HUNDREDS of survivors of Ireland’s brutal mother and baby homes have been reunited with family members under legislation allowing adoptees to access their birth records.
New Information and Tracing services became available in Ireland in October 2022 under the Adoption Authority of Ireland and Tusla, the Child and Family Agency.
They followed the implementation of the Birth Information and Tracing Act 2022, which allowed mother and baby and county home survivors access to their personal records for the very first time.
Since then, nearly 13,000 tracing applications have been completed through the service, the second Annual Report on Government’s Action Plan for Survivors and Former Residents of Mother and Baby and County Home Institutions has revealed.
Released this week, the figures show more than 12,900 applications for information have been completed “with thousands of people receiving their information”.
“All applications for information are now being responded to within statutory timeframes,” the report added.
Within those figures, 6,561 applications were received for the statutory tracing service.
“Some 357 matches between relatives have been identified through the Contact Preference Register, resulting in 187 pairs of relatives being put in contact with each other,” the report confirmed.

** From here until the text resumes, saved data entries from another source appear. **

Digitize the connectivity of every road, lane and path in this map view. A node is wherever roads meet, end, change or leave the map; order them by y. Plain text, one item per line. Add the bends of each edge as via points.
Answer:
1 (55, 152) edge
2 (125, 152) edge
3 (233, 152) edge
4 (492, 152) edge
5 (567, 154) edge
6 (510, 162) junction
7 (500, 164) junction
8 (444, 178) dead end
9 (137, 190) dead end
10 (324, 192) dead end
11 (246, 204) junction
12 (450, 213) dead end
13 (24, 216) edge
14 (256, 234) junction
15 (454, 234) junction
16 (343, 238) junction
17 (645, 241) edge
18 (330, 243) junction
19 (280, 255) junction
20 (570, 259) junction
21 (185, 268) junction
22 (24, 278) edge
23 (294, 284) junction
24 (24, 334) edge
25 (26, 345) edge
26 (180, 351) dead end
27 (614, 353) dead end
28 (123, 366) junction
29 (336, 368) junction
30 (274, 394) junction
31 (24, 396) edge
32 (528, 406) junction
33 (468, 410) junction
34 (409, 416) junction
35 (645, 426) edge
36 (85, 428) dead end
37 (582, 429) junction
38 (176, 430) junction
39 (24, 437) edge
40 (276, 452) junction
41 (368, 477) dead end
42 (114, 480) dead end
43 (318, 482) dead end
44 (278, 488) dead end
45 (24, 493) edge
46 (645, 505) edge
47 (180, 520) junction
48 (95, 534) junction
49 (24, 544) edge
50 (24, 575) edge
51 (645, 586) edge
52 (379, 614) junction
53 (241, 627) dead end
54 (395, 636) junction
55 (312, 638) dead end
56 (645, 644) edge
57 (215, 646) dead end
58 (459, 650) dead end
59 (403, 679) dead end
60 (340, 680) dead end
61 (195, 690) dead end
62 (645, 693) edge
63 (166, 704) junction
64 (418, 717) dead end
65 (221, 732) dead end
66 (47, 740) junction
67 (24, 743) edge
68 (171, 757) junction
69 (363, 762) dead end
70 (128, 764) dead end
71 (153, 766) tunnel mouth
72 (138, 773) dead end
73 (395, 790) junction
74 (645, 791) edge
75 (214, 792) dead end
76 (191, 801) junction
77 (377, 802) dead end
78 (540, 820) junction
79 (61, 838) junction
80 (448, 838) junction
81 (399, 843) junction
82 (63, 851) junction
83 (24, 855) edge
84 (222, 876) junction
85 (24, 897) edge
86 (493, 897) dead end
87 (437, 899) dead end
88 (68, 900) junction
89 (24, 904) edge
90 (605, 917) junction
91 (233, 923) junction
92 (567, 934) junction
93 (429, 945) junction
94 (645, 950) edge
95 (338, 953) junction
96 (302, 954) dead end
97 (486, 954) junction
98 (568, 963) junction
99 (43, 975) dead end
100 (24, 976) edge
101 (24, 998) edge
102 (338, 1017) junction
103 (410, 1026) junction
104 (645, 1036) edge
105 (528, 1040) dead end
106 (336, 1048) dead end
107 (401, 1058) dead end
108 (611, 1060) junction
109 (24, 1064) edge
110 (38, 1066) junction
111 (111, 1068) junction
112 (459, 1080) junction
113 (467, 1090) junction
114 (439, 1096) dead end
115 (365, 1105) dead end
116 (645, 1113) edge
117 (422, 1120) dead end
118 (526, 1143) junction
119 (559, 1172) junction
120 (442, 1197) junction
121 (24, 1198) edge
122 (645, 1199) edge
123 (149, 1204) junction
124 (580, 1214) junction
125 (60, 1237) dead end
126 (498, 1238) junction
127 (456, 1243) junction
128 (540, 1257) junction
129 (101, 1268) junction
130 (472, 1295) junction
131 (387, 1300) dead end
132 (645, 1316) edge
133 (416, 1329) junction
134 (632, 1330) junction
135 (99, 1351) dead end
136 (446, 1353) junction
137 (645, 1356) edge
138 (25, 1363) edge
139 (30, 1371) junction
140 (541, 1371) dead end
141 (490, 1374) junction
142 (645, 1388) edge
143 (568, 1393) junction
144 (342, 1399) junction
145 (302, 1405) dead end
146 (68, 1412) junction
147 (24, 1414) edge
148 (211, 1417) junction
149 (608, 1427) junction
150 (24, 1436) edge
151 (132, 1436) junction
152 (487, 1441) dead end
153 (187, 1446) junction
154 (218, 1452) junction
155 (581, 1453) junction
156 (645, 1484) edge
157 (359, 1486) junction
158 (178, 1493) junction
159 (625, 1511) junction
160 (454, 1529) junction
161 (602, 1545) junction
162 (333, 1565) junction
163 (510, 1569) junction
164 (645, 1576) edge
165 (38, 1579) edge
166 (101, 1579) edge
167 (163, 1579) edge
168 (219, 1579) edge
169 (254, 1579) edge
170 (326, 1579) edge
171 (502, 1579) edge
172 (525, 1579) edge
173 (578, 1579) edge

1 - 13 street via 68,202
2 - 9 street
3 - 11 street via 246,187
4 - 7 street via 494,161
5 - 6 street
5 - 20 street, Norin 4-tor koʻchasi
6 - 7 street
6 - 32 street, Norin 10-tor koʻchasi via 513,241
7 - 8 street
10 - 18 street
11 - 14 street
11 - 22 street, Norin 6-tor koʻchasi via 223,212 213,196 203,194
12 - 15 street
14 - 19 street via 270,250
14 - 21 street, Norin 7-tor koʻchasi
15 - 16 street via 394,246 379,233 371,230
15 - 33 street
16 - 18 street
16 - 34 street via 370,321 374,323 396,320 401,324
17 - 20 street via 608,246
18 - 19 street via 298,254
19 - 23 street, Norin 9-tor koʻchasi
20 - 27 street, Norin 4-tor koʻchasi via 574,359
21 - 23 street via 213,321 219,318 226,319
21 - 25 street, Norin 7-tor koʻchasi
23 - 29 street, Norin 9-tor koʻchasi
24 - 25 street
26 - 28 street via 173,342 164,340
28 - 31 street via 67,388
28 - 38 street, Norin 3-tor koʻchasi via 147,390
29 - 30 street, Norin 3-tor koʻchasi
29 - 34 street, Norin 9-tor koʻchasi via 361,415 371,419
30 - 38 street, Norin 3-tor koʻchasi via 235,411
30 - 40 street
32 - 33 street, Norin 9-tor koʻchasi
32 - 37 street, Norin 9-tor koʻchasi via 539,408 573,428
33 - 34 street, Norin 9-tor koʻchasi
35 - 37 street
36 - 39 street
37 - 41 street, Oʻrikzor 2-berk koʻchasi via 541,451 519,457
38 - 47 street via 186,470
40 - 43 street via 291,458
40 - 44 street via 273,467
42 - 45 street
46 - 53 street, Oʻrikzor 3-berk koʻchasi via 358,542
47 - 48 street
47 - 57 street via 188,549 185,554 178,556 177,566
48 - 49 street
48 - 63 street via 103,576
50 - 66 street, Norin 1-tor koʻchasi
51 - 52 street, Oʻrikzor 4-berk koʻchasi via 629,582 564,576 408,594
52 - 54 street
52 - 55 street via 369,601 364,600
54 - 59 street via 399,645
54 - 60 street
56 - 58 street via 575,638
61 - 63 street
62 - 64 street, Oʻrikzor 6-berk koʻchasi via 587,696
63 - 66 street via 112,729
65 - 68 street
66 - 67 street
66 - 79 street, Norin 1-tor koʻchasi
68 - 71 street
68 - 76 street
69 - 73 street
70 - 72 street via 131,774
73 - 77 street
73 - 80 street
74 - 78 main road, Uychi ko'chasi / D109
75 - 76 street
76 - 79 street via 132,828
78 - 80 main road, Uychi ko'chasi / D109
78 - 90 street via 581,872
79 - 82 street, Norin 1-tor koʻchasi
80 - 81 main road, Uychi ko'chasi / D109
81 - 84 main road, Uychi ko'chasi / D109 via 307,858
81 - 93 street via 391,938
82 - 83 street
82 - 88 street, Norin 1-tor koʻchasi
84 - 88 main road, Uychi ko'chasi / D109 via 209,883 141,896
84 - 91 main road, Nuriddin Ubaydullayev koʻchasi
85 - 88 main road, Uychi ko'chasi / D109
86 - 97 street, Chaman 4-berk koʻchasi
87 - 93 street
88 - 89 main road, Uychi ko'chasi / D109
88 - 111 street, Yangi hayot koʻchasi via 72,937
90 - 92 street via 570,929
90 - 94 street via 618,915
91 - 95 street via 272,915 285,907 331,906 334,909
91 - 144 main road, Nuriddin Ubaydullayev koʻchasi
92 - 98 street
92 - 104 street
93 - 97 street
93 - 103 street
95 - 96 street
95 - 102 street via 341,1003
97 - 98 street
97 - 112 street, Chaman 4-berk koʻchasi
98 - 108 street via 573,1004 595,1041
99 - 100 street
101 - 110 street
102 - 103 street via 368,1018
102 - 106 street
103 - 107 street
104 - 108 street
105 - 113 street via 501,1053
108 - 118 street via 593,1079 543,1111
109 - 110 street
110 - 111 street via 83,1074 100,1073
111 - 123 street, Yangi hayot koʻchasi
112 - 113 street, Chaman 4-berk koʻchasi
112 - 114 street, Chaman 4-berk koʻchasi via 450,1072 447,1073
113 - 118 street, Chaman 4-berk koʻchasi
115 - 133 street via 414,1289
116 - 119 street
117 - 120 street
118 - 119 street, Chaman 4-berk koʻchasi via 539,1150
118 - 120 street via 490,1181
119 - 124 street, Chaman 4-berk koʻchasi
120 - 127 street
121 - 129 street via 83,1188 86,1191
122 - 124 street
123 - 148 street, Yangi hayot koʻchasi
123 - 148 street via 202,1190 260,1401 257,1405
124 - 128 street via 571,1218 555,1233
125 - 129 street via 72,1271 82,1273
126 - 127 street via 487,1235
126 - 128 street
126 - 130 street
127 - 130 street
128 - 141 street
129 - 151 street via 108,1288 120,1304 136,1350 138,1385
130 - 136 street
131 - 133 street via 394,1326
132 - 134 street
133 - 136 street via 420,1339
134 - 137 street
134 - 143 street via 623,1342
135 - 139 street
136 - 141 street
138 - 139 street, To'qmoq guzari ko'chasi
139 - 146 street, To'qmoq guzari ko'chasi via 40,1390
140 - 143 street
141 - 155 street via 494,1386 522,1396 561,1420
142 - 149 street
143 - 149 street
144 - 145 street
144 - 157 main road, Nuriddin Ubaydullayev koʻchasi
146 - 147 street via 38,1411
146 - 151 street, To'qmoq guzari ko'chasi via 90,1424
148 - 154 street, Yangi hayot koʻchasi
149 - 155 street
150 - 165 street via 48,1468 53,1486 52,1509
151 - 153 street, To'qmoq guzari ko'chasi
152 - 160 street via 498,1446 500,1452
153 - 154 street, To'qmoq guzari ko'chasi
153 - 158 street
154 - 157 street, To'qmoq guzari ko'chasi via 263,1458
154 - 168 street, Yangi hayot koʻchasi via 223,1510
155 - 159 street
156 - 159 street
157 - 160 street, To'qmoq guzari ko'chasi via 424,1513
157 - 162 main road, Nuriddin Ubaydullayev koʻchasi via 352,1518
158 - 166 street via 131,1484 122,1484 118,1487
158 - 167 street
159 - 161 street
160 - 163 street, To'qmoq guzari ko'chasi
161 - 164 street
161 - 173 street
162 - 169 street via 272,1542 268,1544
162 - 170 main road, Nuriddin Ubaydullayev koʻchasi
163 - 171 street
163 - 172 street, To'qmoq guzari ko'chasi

“It is heartening to see the Birth Information and Tracing Act delivering long-awaited information for so many people, and I would like to thank Tusla and the Adoption Authority of Ireland for their efforts in this regard,” Ireland’s Children’s Minister Roderic O’Gorman said this week.
The report details the progress made by the government on commitments made to survivors and former residents of mother and baby and county home institutions.
It confirms that the first redress payments have been made and medical cards issued under the Mother and Baby Institutions Payment Scheme.
The scheme formally opened to applications on March 20, 2024.
“The first offers of awards were issued in April, while the first payments were made, and the first enhanced medical cards were issued, under the Scheme in May,” the report confirms.
The document, published yesterday (June 12), also reveals that the government’s promise to create a National Centre for Research and Remembrance to honour its mother and baby home victims and survivors is also progressing.
“An application for planning permission to progress the development of the Centre at the Sean McDermott Street site is currently being finalised for submission to Dublin City Council,” it says.
“The Office of Public Works has also begun the first phase of works to make the remaining buildings at the site safe to access and to facilitate future works,” the report adds.
“I published the Action Plan for Survivors and Former Residents of Mother and Baby and County Home Institutions on behalf of Government in November 2021,” Minister O’Gorman said.
“Since then, we have worked intensively to deliver on the commitments made to survivors,” he added.
“I am pleased to be able to publish this second annual report detailing the meaningful progress we have achieved in that time, and to be in a position to say that six of the seven major commitments in the Action Plan have now been delivered, with great strides being made on the seventh, the National Centre for Research and Remembrance.”